We also found that the prevalence of sarcopenia did not differ significantly between the young–old and old–old adults requiring long-term care/support. However, Yamada et al. reported that the prevalence of sarcopenia in males and females without certification by long-term care insurance service increased by age group17). They reported prevalence rates of 2.6%, 5.3%, 23.3%, 43.9%, and 75.0% in males aged 65–69, 70–74, 75–79, 80–84, and 85–89 years, respectively; the corresponding rates in females were 11.5%, 11.8%, 27.1%, 35.6%, and 54.3%, respectively. Therefore, we identified two features about age for Japanese older adults requiring long-term care/support as follows: there were no differences in the sarcopenia prevalence between the two age groups and the young–old adults had greater levels of sarcopenia than their healthy peers of the same age. Because the etiology of sarcopenia is multifactorial, it may not be possible to characterize each condition individually.

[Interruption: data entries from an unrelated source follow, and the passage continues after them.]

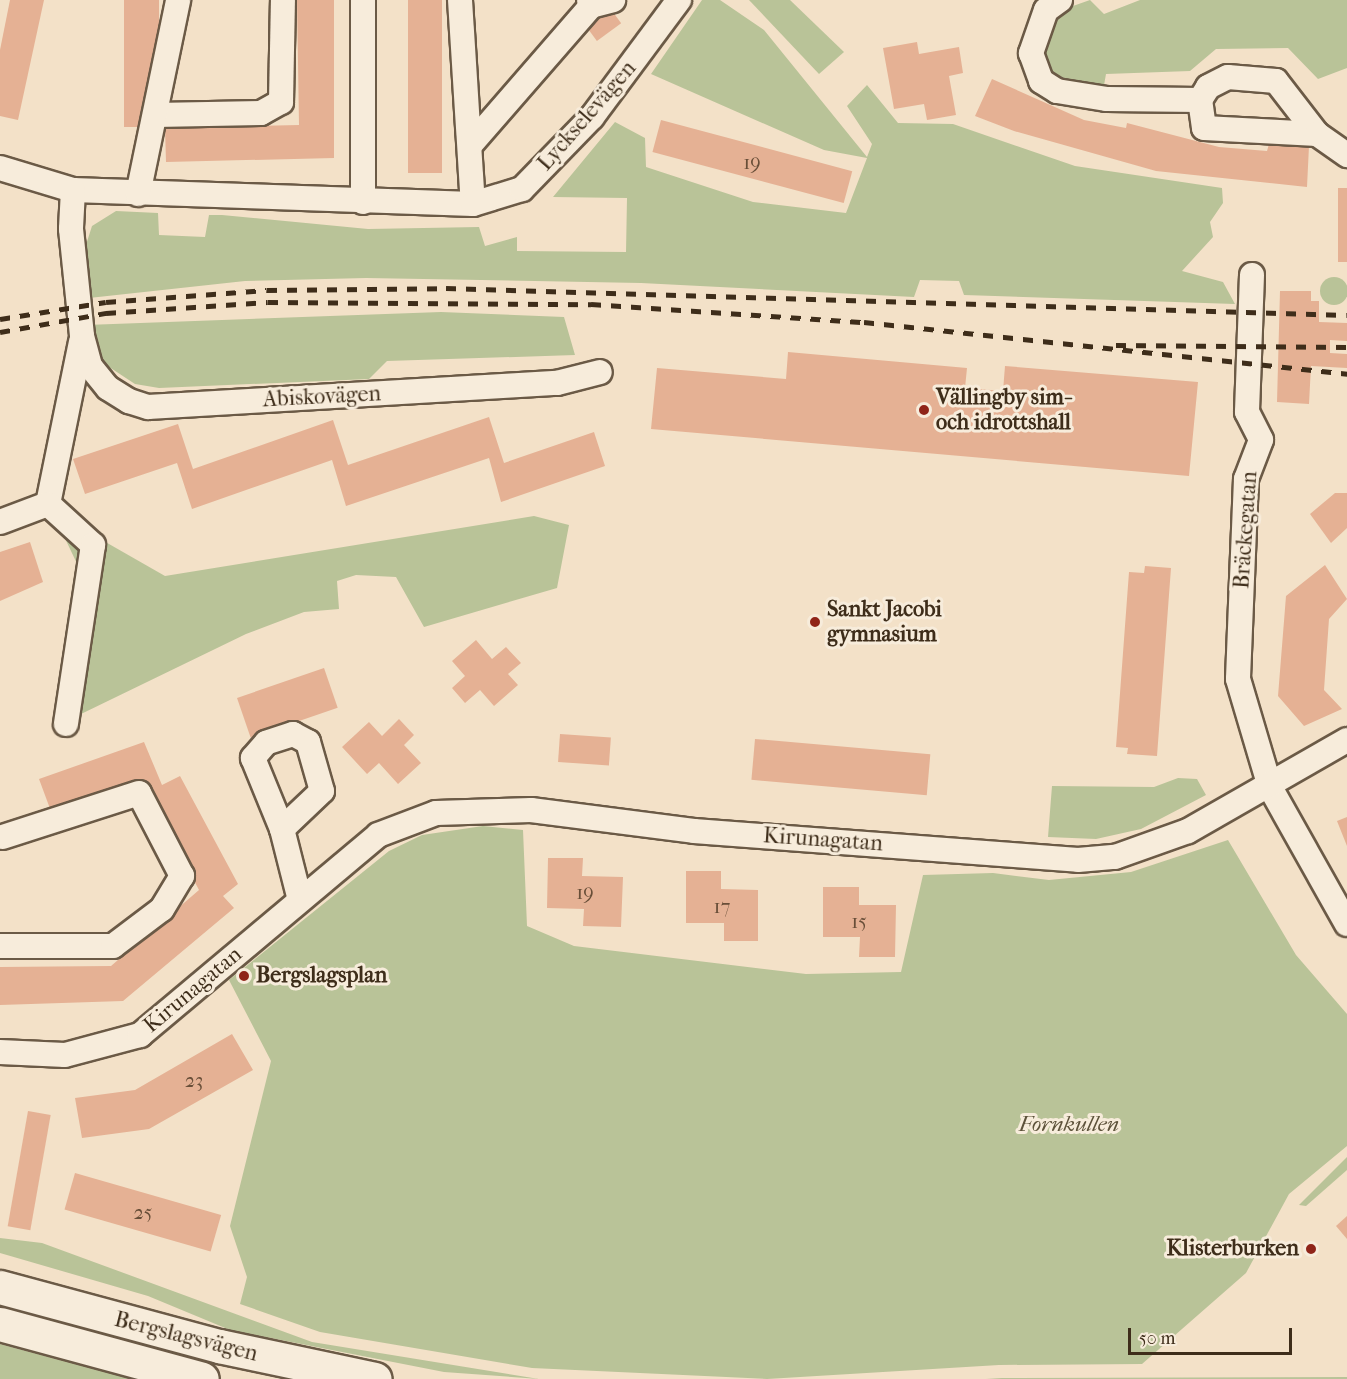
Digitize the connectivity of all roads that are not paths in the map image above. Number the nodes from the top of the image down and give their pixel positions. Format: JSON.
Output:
{"nodes":[{"id":1,"x":178,"y":0,"type":"edge"},
{"id":2,"x":283,"y":0,"type":"edge"},
{"id":3,"x":363,"y":0,"type":"edge"},
{"id":4,"x":460,"y":0,"type":"edge"},
{"id":5,"x":1060,"y":0,"type":"edge"},
{"id":6,"x":598,"y":2,"type":"edge"},
{"id":7,"x":675,"y":8,"type":"edge"},
{"id":8,"x":1200,"y":100,"type":"junction"},
{"id":9,"x":155,"y":115,"type":"junction"},
{"id":10,"x":1317,"y":134,"type":"junction"},
{"id":11,"x":472,"y":143,"type":"junction"},
{"id":12,"x":1347,"y":155,"type":"edge"},
{"id":13,"x":0,"y":168,"type":"edge"},
{"id":14,"x":73,"y":190,"type":"junction"},
{"id":15,"x":138,"y":194,"type":"junction"},
{"id":16,"x":363,"y":202,"type":"junction"},
{"id":17,"x":473,"y":204,"type":"junction"},
{"id":18,"x":1252,"y":275,"type":"dead end"},
{"id":19,"x":82,"y":336,"type":"junction"},
{"id":20,"x":600,"y":372,"type":"dead end"},
{"id":21,"x":48,"y":504,"type":"junction"},
{"id":22,"x":0,"y":522,"type":"edge"},
{"id":23,"x":66,"y":724,"type":"dead end"},
{"id":24,"x":1347,"y":741,"type":"edge"},
{"id":25,"x":1270,"y":787,"type":"junction"},
{"id":26,"x":282,"y":829,"type":"dead end"},
{"id":27,"x":1,"y":842,"type":"edge"},
{"id":28,"x":300,"y":900,"type":"junction"},
{"id":29,"x":1347,"y":924,"type":"edge"},
{"id":30,"x":0,"y":946,"type":"edge"},
{"id":31,"x":0,"y":1052,"type":"edge"},
{"id":32,"x":0,"y":1287,"type":"edge"},
{"id":33,"x":0,"y":1324,"type":"edge"},
{"id":34,"x":202,"y":1379,"type":"edge"},
{"id":35,"x":375,"y":1379,"type":"edge"}],
"edges":[{"from":1,"to":9,"type":"street"},
{"from":2,"to":9,"type":"street"},
{"from":3,"to":16,"type":"street"},
{"from":4,"to":11,"type":"street"},
{"from":5,"to":8,"type":"street"},
{"from":6,"to":11,"type":"street"},
{"from":7,"to":17,"type":"street","name":"Lyckselevägen"},
{"from":8,"to":10,"type":"street"},
{"from":8,"to":10,"type":"street"},
{"from":9,"to":15,"type":"street"},
{"from":10,"to":12,"type":"street"},
{"from":11,"to":17,"type":"street"},
{"from":13,"to":14,"type":"street","name":"Lyckselevägen"},
{"from":14,"to":15,"type":"street","name":"Lyckselevägen"},
{"from":14,"to":19,"type":"street","name":"Abiskovägen"},
{"from":15,"to":16,"type":"street","name":"Lyckselevägen"},
{"from":16,"to":17,"type":"street","name":"Lyckselevägen"},
{"from":18,"to":25,"type":"street","name":"Bräckegatan"},
{"from":19,"to":20,"type":"street","name":"Abiskovägen"},
{"from":19,"to":21,"type":"street","name":"Abiskovägen"},
{"from":21,"to":22,"type":"street"},
{"from":21,"to":23,"type":"street"},
{"from":24,"to":25,"type":"street","name":"Kirunagatan"},
{"from":25,"to":28,"type":"street","name":"Kirunagatan"},
{"from":25,"to":29,"type":"street"},
{"from":26,"to":28,"type":"street"},
{"from":27,"to":30,"type":"street"},
{"from":28,"to":31,"type":"street","name":"Kirunagatan"},
{"from":32,"to":35,"type":"main road","name":"Bergslagsvägen"},
{"from":33,"to":34,"type":"main road","name":"Bergslagsvägen"}]}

There were some limitations to the present study. First, we could not measure body composition in 29 older adults because they had difficulty standing; considering that they were at risk of sarcopenia, it is likely that the true prevalence was higher than 60.2%. However, the guidelines recommend BIA for muscle mass measurement; thus, we need to exclude them1,2,3,4). The eligible participants in our study were older adults requiring long-term care/support and could undergo muscle mass measurement in “the standing position”. Second, this study began before SARC-F was recommended in the EWGSOP2, for which no case finding has been verified. Therefore, further studies are warranted to assess SARC-F, SARC-Calf, and calf circumference. Third, we focused on older adults who availed day care via the long-term care insurance system. In other words, our study targeted a population that has a potential for bias such as primary disease, physical function, and care levels. It should be noted that this was a single-center study and that further multi-center studies and classification of the disease are needed to confirm our findings and reduce the bias.

In conclusion, this study revealed two aspects of the AWGS 2019 criteria for Japanese older adults requiring long-term care/support. First, higher numbers of older male adults were diagnosed with sarcopenia through the AWGS 2019 criteria compared with the old criteria. Conversely, sarcopenia diagnoses in females statistically remained unchanged. Hence, a mismatch might exist in sarcopenia prevalence in males between the AWGS 2019 and 2014 criteria. Second, those who aged 65–74 years requiring long-term care/support had a higher sarcopenia prevalence than their healthy peers of the same age.

Funding

This work was supported by the Japan Society for the Promotion of Science (JSPS KAKENHI 18K17758).

Conflict of interest

The authors declare no conflict of interest.